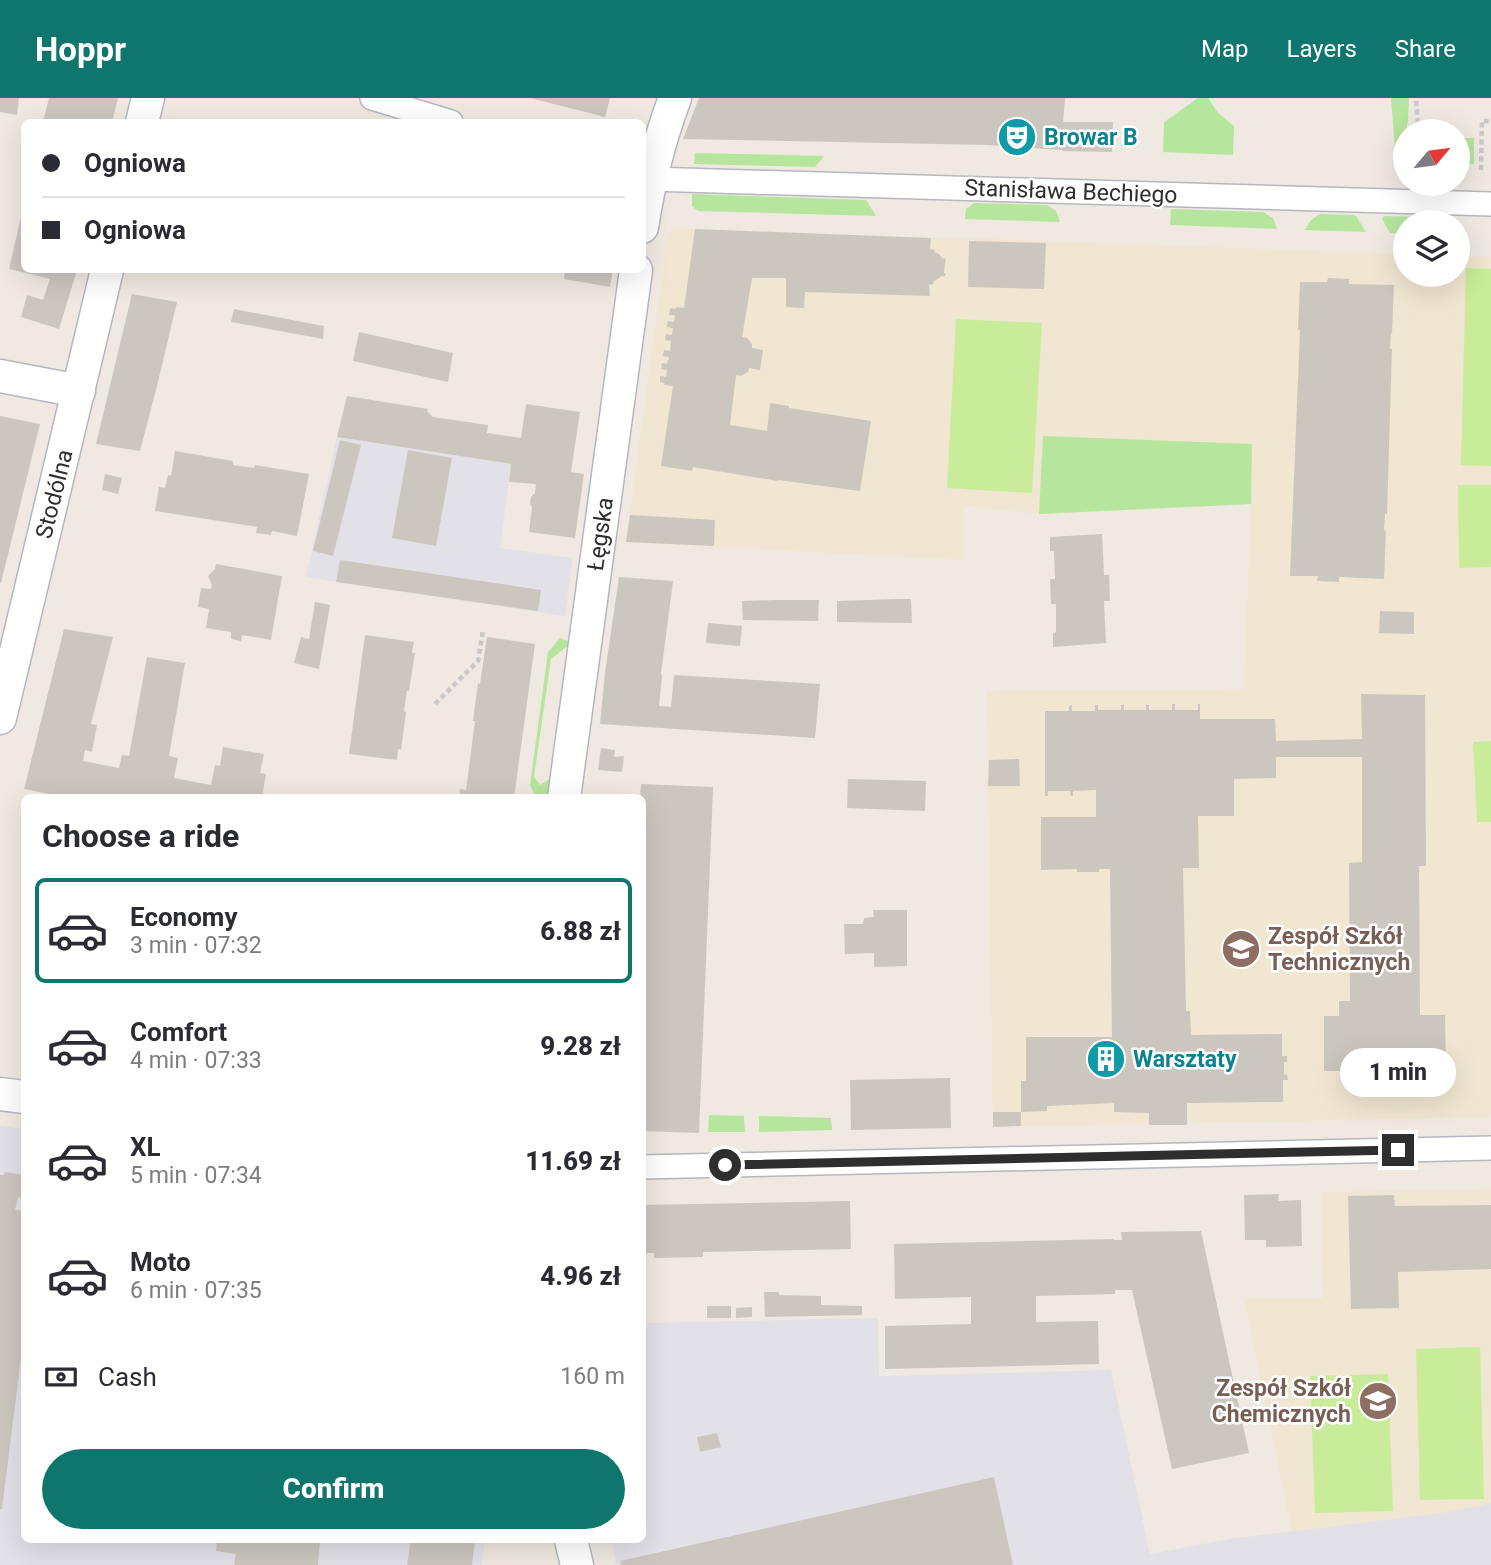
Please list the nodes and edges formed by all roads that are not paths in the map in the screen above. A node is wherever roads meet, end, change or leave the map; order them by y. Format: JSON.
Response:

_ _ _ _ _ _ _

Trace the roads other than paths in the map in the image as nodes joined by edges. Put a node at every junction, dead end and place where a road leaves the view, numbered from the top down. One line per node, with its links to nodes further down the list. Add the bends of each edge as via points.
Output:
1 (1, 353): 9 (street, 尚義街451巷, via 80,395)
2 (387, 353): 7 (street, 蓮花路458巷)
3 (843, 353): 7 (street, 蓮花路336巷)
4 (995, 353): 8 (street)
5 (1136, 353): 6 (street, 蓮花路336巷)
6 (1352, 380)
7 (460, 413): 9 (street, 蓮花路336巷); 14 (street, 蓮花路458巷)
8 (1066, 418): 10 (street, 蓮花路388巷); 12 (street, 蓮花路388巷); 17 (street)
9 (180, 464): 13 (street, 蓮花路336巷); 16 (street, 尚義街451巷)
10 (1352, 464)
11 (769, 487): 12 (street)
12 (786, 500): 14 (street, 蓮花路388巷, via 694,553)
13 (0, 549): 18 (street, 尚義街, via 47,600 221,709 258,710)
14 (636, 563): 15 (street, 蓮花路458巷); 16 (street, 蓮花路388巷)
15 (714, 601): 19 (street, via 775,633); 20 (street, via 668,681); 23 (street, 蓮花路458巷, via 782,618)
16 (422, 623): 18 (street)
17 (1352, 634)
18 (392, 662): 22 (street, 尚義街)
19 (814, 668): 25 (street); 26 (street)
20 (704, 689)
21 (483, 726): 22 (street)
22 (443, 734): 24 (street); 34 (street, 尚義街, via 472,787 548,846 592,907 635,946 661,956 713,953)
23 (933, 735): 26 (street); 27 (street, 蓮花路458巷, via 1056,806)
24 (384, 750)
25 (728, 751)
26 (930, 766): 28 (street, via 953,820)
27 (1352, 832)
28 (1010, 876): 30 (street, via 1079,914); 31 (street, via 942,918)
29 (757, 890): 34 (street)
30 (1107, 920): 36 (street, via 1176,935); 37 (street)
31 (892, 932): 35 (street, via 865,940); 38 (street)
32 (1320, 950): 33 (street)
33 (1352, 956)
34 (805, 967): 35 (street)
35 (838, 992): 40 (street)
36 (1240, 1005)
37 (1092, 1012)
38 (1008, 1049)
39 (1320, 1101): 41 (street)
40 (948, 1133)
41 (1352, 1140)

_ _ _ _ _ _ _

- _Work instruction_: Give the number of lines in the records that contain the string "list", with no other output.

- _Output for this exercise_: 2